Mr Sheehan has performed a critical service by exposing how our system operated, and he has been justly recognized for it. I think Mr. Sheehan's readers can confirm what they probably already suspect: That all "great powers" operate like this -- from the beginning of time, and I'm sure to the end. The US was, tragically, no different than the English, Germans, French, Spanish, Medieval Popes, Chinese, Arabs, Romans, Greeks, Egyptians, you name them at their respective heights. The difference, which I believe Mr. Sheehan was telling us, is that in our relatively free and democratic system there is a greater likelihood that the truth will be communicated in an unvarnished manner, and acted upon, but this did not happen in Vietnam for the many and varied reasons so vividly explained by Mr. Sheehan. What is so incredibly amazing, and I think a tremendous strength in this book, is how close one man, John Paul Vann, got to making the truth crystal clear at a high enough level where it might have done some good at the crucial time just prior to the beginning of the US military buildup. Think about it -- a lowly Light Bird Colonel ready to give the briefing of his life at one of the highest policy levels, and it was stopped only hours before the dam could have been burst.

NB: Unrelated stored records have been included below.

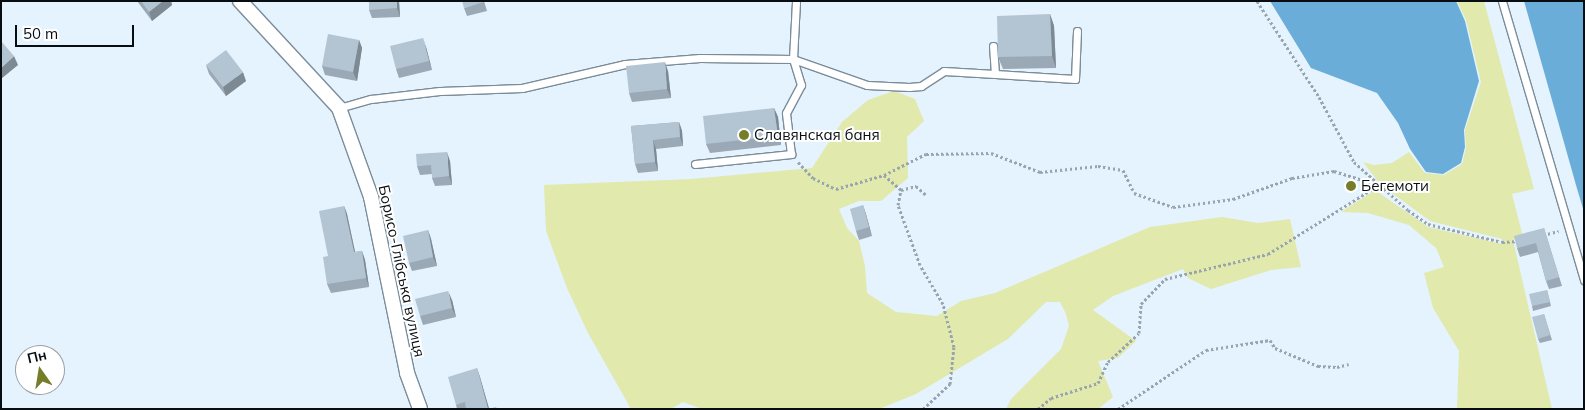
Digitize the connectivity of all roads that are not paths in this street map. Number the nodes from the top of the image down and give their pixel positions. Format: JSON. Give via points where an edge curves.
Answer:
{"nodes":[{"id":1,"x":240,"y":1,"type":"edge"},
{"id":2,"x":796,"y":1,"type":"edge"},
{"id":3,"x":1502,"y":1,"type":"edge"},
{"id":4,"x":1077,"y":30,"type":"dead end"},
{"id":5,"x":993,"y":46,"type":"dead end"},
{"id":6,"x":793,"y":59,"type":"junction"},
{"id":7,"x":996,"y":74,"type":"junction"},
{"id":8,"x":339,"y":108,"type":"junction"},
{"id":9,"x":695,"y":164,"type":"dead end"},
{"id":10,"x":1584,"y":280,"type":"edge"},
{"id":11,"x":420,"y":409,"type":"edge"}],
"edges":[{"from":1,"to":8,"type":"street","name":"Борисо-Глібська вулиця"},
{"from":2,"to":6,"type":"lane"},
{"from":3,"to":10,"type":"lane"},
{"from":4,"to":7,"type":"lane","via":[[1075,80]]},
{"from":5,"to":7,"type":"lane"},
{"from":6,"to":7,"type":"lane","via":[[866,85],[921,86],[944,70]]},
{"from":6,"to":8,"type":"lane","via":[[700,58],[624,64],[522,88],[440,91],[371,99]]},
{"from":6,"to":9,"type":"lane","via":[[802,85],[786,113],[791,154]]},
{"from":8,"to":11,"type":"street","name":"Борисо-Глібська вулиця","via":[[371,197],[407,373]]}]}
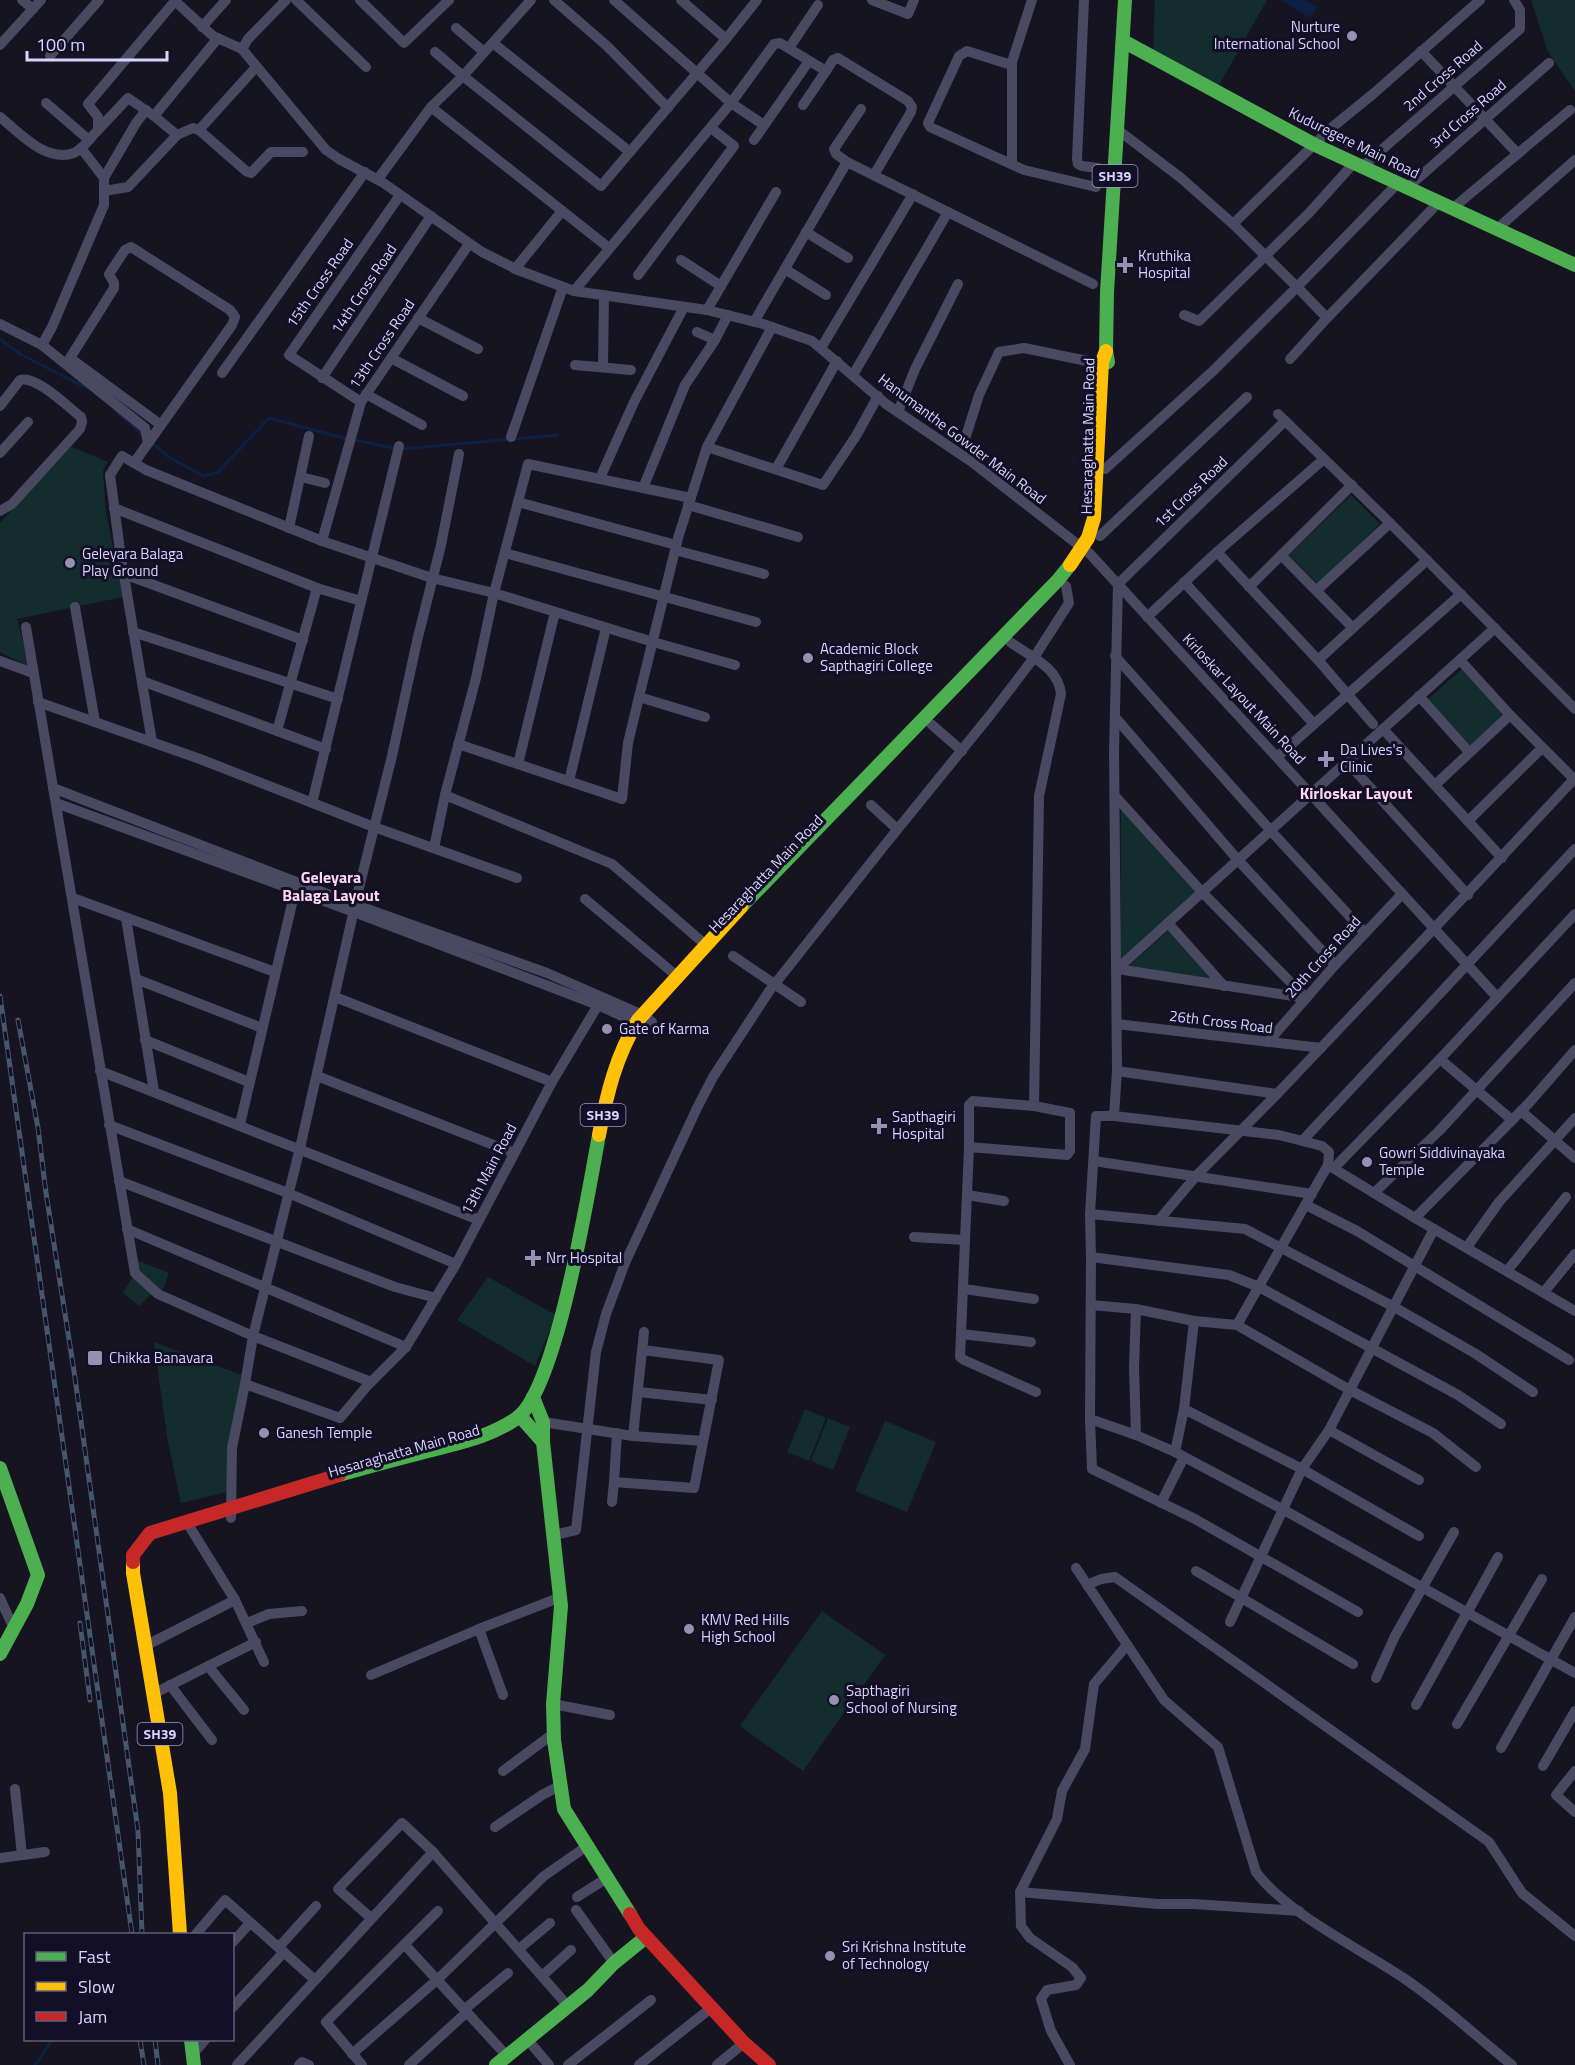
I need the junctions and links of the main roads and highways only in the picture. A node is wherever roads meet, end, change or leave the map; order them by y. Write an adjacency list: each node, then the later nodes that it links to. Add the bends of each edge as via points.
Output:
1 (1125, 0): 2 (main road, Hesaraghatta Main Road / SH39)
2 (1123, 41): 3 (main road, Kuduregere Main Road, via 1315,145); 4 (main road, Hesaraghatta Main Road / SH39)
3 (1573, 261)
4 (1106, 351): 5 (main road, via 1102,363 1096,506); 5 (main road, Hesaraghatta Main Road / SH39, via 1103,519 1100,537)
5 (1086, 551): 6 (main road)
6 (1062, 583): 7 (main road, Hesaraghatta Main Road); 7 (main road, Hesaraghatta Main Road / SH39, via 746,902 678,977)
7 (645, 1023): 8 (main road, Hesaraghatta Main Road / SH39, via 625,1041 611,1080 572,1274); 9 (main road, Hesaraghatta Main Road, via 624,1073 584,1275)
8 (533, 1397): 9 (main road); 10 (main road, Hesaraghatta Main Road / SH39)
9 (541, 1417): 10 (main road, Hesaraghatta Main Road); 11 (main road)
10 (524, 1419): 11 (main road); 14 (main road, Hesaraghatta Main Road / SH39, via 473,1440 319,1480 231,1513 150,1533 133,1555 171,1793)
11 (543, 1442): 15 (main road, via 561,1597 553,1704 564,1809)
12 (0, 1468): 13 (main road, via 38,1575)
13 (0, 1654)
14 (180, 1933)
15 (646, 1937): 18 (main road); 19 (main road)
16 (191, 2041): 17 (main road)
17 (193, 2060)
18 (499, 2062)
19 (769, 2065)

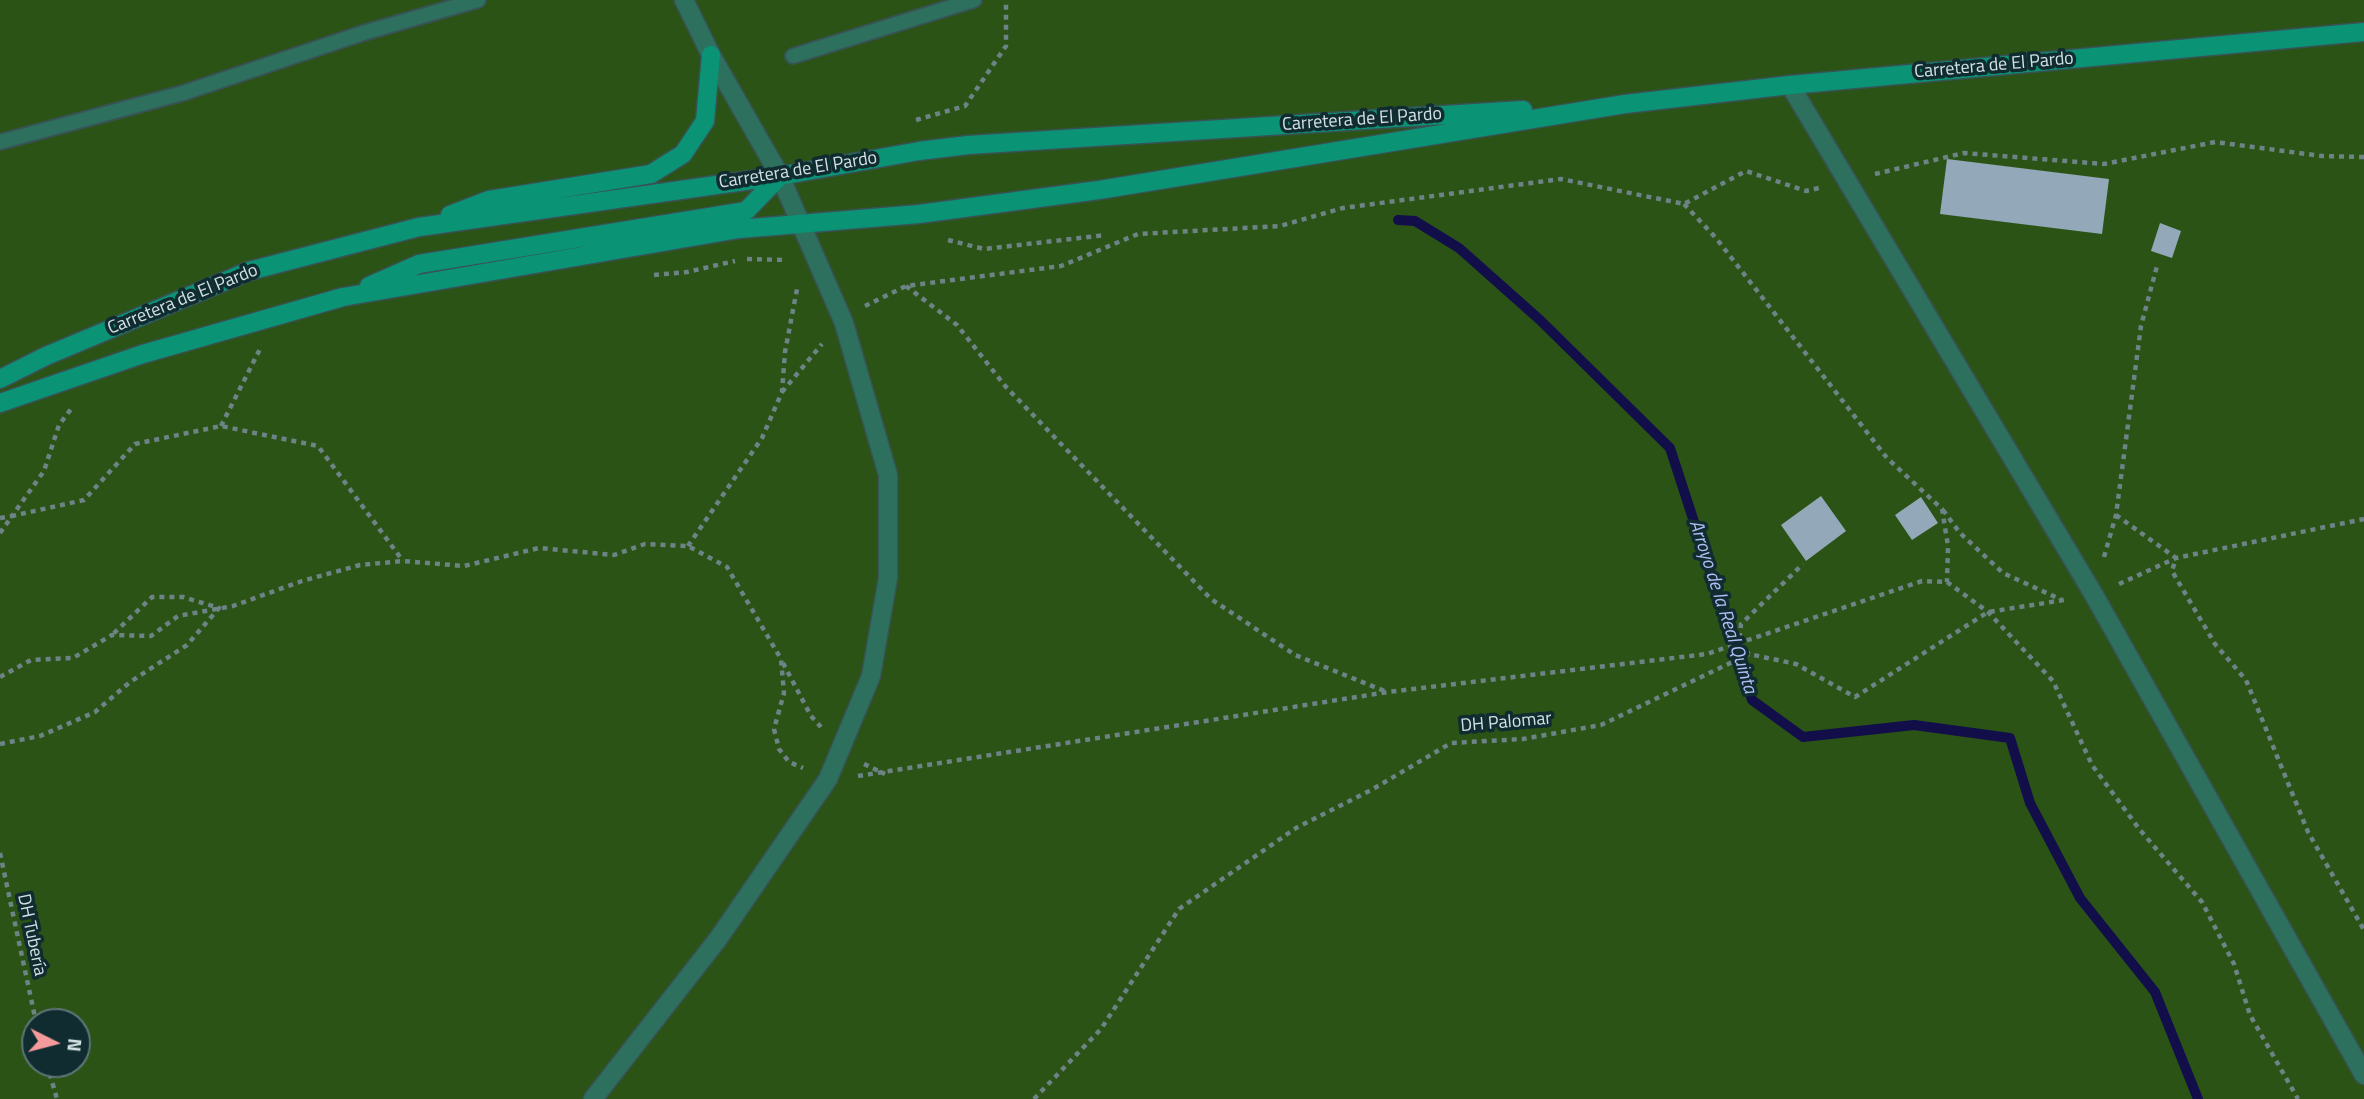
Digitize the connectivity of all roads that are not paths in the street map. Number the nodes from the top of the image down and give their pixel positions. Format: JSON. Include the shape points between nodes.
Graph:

One area I was hoping Mr. Sheehan would cover was the number of deaths our 30 year involvement in Vietnam led to, which I believe is perhaps as many as 2,000,000 Vietnamese, out of a population of perhaps 16,000,000, or an equivalent of nearly 35,000,000 Americans. Whenever I hear people talk about our 58,000 plus dead or our MIA (and I cried at The Wall last year suddenly and unexpectedly), I cannot help but think of the millions lost by an incredibly brave people - a people who fought the Chinese for four thousand years and who (nearly) all cried when Ho Chi Minh died -- right in the middle of the war!
Mr. Sheehan made me think and feel deeply about my two years in Vietnam for the first time in many years. I remember very clearly my Vietnamese counterparts (but I only remember two Americans by name, Captain Matz and Lt. Gerber), and I often wonder what happened to them -- I wrote to Ha Van Cuong until 1973 when Pleiku fell and then communications ceased.
I deeply respect a system which allows a literary and reporting genius like Mr. Sheehan to educate us and thereby improve our chances that such a human disaster will not happen again, at least not on our American watch, for however much longer we will hold this top dog position. At the same time, I believe it is true, as historians tell us, that they need about 50 years before they can get a good grasp on the significance of an event like our involvement in Vietnam. There is still much we do not know as regards how our involvement in Vietnam may have had an impact in China and Russia that helped avoid an even larger conflict. I hope that the many who served in Vietnam who need some societal support to accept their involvement will eventually learn that their experience is being viewed by future historians in a more positive way. And I wish the Vietnamese their well-deserved place in the world as a people who truly understand the word FREEDOM.